Garden
For Doc Gloria I. Joseph
After Audre Lorde’s “Restoration”
and Michelle Cliff's Turtle Crawle
imagine having
your own
god
reach in your pocket
and there she is
future fabulous
sand cracked and smooth
god bless
she who rebuilds in replica
home must be small enough
to fit in your hand
wide enough to carry you away
beautiful enough
you dare not forget
where you put it
that which cannot be
exchanged explained
expands over skin
somewhere it is always Wednesday
anything can happen
bury dog days to come
and lose them
draw bone clean water up
soak whatever you cannot keep
in secret strength
what is not for sale
what is not for you
to see grow fickle
tickle your forehead into triumph
true down to your gut
your own god
imagine
and laugh.
After almost a year of email correspondence Doc Joseph made it plain.
"Dear Alexis, Once again, greetings from a beautiful,sunny warm St.
Croix, the island that you will soon be visiting because, -- your
spirit calls you here, I call you to visit, and Audre's spirit beckons
you. You now have three wonderful reasons to visit."

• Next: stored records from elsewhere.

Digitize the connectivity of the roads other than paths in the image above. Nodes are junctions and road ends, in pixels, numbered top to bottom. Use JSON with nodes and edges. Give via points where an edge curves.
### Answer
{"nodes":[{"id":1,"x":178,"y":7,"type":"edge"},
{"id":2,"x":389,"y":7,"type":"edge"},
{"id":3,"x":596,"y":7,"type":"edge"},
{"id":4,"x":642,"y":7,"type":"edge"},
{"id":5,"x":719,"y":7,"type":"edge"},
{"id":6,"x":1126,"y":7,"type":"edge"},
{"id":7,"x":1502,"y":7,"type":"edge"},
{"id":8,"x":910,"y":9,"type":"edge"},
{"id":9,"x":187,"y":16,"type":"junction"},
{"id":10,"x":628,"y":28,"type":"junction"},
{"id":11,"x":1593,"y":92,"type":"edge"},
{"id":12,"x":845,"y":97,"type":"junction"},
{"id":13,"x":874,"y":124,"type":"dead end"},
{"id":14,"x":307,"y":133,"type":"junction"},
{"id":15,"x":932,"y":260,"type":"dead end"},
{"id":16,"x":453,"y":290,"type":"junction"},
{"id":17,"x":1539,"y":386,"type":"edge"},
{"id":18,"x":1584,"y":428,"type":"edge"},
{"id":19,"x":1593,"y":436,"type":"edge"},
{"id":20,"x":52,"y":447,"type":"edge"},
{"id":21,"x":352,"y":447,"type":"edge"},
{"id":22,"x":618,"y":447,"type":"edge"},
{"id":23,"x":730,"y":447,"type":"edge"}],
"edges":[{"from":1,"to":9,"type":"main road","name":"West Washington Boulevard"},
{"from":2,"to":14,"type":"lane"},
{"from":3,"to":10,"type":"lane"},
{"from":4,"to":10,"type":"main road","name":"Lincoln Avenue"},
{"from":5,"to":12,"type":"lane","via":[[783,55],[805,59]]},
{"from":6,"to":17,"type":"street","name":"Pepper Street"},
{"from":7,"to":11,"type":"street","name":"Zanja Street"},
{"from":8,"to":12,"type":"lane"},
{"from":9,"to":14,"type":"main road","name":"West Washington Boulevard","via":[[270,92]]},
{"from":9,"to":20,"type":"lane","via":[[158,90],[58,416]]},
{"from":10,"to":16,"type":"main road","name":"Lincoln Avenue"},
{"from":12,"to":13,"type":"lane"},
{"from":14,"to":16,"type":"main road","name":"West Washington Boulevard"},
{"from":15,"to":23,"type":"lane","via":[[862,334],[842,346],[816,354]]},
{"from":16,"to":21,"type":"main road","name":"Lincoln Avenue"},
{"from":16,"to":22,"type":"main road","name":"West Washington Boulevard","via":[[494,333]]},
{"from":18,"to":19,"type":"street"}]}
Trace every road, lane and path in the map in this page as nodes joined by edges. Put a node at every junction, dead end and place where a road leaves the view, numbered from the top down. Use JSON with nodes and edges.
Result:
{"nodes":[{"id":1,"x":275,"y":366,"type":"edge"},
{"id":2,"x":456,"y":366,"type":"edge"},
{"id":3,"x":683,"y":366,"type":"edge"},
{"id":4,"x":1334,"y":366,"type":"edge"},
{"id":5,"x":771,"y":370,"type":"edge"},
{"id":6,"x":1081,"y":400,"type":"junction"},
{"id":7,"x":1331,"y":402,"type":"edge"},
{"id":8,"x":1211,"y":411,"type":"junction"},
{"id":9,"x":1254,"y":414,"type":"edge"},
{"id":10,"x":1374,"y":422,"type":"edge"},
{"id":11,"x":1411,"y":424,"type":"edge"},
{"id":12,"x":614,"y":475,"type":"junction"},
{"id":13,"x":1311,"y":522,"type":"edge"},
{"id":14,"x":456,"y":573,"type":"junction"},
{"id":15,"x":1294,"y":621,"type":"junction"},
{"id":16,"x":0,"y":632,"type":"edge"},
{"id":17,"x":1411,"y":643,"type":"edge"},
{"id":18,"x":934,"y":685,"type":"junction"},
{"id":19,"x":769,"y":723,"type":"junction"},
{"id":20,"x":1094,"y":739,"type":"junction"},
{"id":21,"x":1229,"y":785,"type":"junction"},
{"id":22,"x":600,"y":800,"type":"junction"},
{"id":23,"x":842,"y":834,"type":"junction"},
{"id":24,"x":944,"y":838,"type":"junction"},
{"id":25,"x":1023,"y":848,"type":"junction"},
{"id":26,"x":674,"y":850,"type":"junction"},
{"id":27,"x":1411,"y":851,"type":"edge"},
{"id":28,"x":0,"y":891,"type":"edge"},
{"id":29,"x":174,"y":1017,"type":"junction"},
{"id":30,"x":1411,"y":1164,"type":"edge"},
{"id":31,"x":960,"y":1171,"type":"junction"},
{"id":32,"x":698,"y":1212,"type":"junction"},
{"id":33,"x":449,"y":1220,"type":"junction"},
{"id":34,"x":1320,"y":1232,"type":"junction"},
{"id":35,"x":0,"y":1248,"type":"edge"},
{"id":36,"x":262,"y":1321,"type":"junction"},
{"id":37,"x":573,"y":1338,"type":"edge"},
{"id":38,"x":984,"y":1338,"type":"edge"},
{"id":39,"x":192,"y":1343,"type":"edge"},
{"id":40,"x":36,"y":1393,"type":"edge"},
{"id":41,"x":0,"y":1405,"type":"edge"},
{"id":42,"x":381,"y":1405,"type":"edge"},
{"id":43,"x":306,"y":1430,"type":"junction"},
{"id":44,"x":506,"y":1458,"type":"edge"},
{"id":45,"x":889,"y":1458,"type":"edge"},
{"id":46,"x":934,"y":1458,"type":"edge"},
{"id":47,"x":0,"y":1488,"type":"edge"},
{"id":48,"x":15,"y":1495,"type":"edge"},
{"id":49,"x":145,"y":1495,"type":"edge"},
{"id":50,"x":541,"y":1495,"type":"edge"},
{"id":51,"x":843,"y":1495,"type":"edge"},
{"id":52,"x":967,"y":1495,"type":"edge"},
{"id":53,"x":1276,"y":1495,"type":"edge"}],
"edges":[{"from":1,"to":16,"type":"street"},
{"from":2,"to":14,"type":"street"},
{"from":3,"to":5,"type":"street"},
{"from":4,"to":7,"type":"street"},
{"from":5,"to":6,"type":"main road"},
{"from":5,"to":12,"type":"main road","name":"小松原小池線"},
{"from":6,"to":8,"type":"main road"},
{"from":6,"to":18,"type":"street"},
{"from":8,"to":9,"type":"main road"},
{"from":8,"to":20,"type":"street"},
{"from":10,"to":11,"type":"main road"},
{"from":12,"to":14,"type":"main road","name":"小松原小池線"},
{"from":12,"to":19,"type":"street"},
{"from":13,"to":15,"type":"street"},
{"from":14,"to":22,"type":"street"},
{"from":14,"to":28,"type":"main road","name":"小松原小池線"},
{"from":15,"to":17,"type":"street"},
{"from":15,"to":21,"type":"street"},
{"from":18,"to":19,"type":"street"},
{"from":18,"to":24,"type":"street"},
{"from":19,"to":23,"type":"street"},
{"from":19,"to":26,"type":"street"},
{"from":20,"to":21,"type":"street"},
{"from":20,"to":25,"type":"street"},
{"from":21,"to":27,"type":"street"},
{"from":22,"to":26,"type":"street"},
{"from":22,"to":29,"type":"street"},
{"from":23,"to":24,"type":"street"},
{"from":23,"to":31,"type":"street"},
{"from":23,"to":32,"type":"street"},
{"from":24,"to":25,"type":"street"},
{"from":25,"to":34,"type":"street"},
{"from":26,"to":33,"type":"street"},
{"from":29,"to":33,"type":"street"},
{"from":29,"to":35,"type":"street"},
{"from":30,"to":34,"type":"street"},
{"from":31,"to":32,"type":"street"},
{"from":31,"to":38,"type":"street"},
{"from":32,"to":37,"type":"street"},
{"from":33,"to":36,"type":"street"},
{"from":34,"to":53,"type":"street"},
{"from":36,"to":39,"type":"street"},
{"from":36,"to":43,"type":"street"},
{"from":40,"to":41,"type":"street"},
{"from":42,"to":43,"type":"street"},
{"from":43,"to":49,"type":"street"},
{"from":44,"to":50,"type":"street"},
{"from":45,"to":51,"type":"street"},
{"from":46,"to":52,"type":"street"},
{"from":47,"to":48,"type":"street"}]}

Such clarity! It made me question the reasons that I had NOT planned my visit to St. Croix. Money, time, fear. And as is true in the love story of Black Feminism the spirit of a young black feminist, a black feminist elder and a black feminist ancestor cannot be stopped by perceived scarcity. The power of three made me free! And Dr. Joseph deciding that a complete stranger could visit for 2 weeks was a big deal! During my second week in St. Croix Doc Joseph started telling the elders who kept asking if I was her granddaughter, "yes she is and she'd better behave like it!" and that she wished it could have been three weeks instead. And actually Doc Joseph, raised in Yonkers by parents from St. Croix, looks and sounds a lot like my tall opinionated paternal grandmother Lydia May (Gibbs) Gumbs who was raised in Perth Amboy New Jersey by a father from St. Thomas (a neighboring Virgin Island).
I loved working in Doc Joseph's garden with her, witnessing her morning water aerobics, learning about her Ndebele inspired paintings on the outside of her house, hunting down roadside avocado and roti, and especially hearing the amazing stories about the armed takeover of Cornell for Black Studies, the founding impetus for Sisterhood in Support of Sisters in South Africa, the bee collective, a very exclusive society called the Crones (the two founding members made two rules, "all new members must be over 65 and agree with us"--there have been no new members), and of course hearing the many many stories about Audre Lorde's life in St. Croix and across Europe and the clarity of her last days.
So from watching Al Sharpton's Politics Nation to debating the impact of metaphysics on US Open Tennis results on the beach, surviving loss of all phone lines, and WAPA power outages, to sifting through letters, articles, unpublished interviews and decades old master's theses and dissertations about Lorde's work I feel privileged to have been invited as family into the life of a black feminist elder living in the present with the power of memory. If Black Feminism is a religion, this was a pilgrimage, and Doc Joseph is the guru, oracle, riddle-bearer in the wilderness.
P.S. Here is one Cruzan riddle:
Q: What is the plural of mongoose?
FA (false answers): Mongeese? Mongooses? Mongii?
RA (real answer): No! Mongoose 'dem.